母音図にあまり慣れていない人のために少し解説しておく。まず、舌を自然に下顎に載せた状態にすると、舌先は下の歯の裏側あたりにくるのがわかる (舌先の位置は常にこのあたりをキープしておく)。その状態で日本語で「い」と「う」を明瞭に何度も何度も繰り返しゝ発音してみる。それで「い」のときには唇が横に拡がって、かつ舌が前に出ており、「う」のときは舌根が緊張して舌が後ろに下がり、唇が少し丸まるのがわかるはずである。このとき、母音の音質を変えるのに、二つの制御手段が使われている。一つは舌を前に出すか、後ろに引っ込めるかの前後の制御である。もう一つは唇を前に突き出して丸めるか、横に平たくするかの唇の形の制御である。

次に、「あ」を発音すると下顎が一番開くのが確認できると思う。下顎を開くというのが三つ目の母音の制御手段である。下顎を大きく開けば開くほど、舌を前に出そうが、後ろに出そうが、唇を丸めようが平たくしようが、音質の差が「い」と「う」のときのような大きな違いを生じないことがわかると思う。だから母音図は下の方が短い台形の形をしている。日本語、現代のフランス語、ベトナム語などでは、口を一番大きく開いた「あ」に類する音をもはや区別しない。つまり台形ではなく、台形の短い辺の二点がくっついて逆三角形のように知覚している。ここで大事なのは「あ」の音が喉の奥から何も邪魔されないで出ている空気の流れの感覚を掴むことである。

次に、「い」と「う」の音と「あ」の音の出方の違いを確認する。重要なのは「い」と「う」では舌が一番盛り上がって上の口蓋との間でもっとも狭まった位置から先の気流が、より高い音 (高調波) で共振しているという感覚である。舌の盛り上がった位置は、「い」よりも「う」の方がずっと奥にあり、その先の空気の通り道が長くなっているので、「い」よりも「う」の方が低い音に聞こえる。

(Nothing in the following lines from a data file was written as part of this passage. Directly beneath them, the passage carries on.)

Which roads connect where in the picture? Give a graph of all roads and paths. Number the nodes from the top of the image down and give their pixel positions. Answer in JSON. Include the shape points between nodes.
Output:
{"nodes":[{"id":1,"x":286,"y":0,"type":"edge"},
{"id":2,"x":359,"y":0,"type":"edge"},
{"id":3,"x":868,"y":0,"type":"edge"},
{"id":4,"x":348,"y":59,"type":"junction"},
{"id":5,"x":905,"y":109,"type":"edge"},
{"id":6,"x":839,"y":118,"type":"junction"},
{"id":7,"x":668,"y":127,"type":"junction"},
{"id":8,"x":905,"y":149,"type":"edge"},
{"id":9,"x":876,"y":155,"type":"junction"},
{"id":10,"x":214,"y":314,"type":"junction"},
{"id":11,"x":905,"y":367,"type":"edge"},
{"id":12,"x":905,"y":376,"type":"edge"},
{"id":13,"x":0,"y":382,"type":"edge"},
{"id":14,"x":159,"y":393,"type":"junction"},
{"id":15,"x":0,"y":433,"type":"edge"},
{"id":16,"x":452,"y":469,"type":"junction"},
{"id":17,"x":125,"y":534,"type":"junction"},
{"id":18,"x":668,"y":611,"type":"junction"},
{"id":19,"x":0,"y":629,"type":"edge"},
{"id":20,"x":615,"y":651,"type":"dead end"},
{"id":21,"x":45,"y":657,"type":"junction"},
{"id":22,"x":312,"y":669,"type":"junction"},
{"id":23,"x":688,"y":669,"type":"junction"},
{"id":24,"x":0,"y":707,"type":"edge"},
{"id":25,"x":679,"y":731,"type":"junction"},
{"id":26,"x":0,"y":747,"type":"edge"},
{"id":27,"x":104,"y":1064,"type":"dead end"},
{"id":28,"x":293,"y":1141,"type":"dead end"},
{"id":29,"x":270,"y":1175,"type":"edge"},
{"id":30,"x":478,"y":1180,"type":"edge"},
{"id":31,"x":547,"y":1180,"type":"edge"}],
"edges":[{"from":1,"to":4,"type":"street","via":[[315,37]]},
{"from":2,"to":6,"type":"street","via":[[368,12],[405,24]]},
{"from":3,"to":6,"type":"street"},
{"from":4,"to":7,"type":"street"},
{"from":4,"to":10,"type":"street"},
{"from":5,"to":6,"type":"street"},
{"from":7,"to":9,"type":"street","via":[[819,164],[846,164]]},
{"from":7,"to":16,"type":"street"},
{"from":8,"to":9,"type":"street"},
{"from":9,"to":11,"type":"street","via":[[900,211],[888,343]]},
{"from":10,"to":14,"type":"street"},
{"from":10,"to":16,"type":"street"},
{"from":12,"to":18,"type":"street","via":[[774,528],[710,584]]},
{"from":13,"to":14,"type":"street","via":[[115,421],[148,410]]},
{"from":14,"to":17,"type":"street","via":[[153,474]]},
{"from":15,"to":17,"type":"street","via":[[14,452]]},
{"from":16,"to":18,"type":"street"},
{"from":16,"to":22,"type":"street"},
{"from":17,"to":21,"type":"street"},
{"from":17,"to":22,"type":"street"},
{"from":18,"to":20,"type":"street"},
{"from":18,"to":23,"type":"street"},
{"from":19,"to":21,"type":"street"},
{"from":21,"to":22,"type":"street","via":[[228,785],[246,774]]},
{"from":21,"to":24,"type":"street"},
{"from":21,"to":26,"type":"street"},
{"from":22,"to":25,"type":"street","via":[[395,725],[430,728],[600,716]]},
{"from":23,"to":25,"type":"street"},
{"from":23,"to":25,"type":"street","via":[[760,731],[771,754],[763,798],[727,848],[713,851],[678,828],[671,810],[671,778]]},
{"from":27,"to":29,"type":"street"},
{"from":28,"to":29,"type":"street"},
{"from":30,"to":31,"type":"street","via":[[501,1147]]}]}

より厳密には唇の形状を揃えて確認する方がよく、そのためには /i/ の発音から唇を前につきだした /y/ (フランス語などで使われる狭前舌円唇母音) と /u/ のペアで確認するか、/u/ から円唇性を解いた /ɯ/ (ベトナム語の ư の音) で確認するとよいと思う。ついでに、唇を前につきだして円唇をつくると気道の長さが少し長くなるので、音が少し下がり、響きが増えるのが確認できると思う。

それでようやく、日本語の「え」に相当する母音、/e/ と /ɛ/ を区別し、「お」に相当する母音、/o/ と /ɔ/ を区別するのであるが、感覚的にいえば、「え」と「お」に相当する音は、「あ」に相当する音 50 %、 「い」または「う」における舌の前の部分の気道が共振する高調波 50 %のミックスである。そこから、「あ」の方の割合いを増やせば、/ɛ/ または /ɔ/ であり、「い」または「う」の音の割合いを増やせば、/e/ または /o/ なのである。説明すると難しそうだが、実際に発音してみると、この境界というのは結構デジタル的に区別されて明確に感覚できると思う。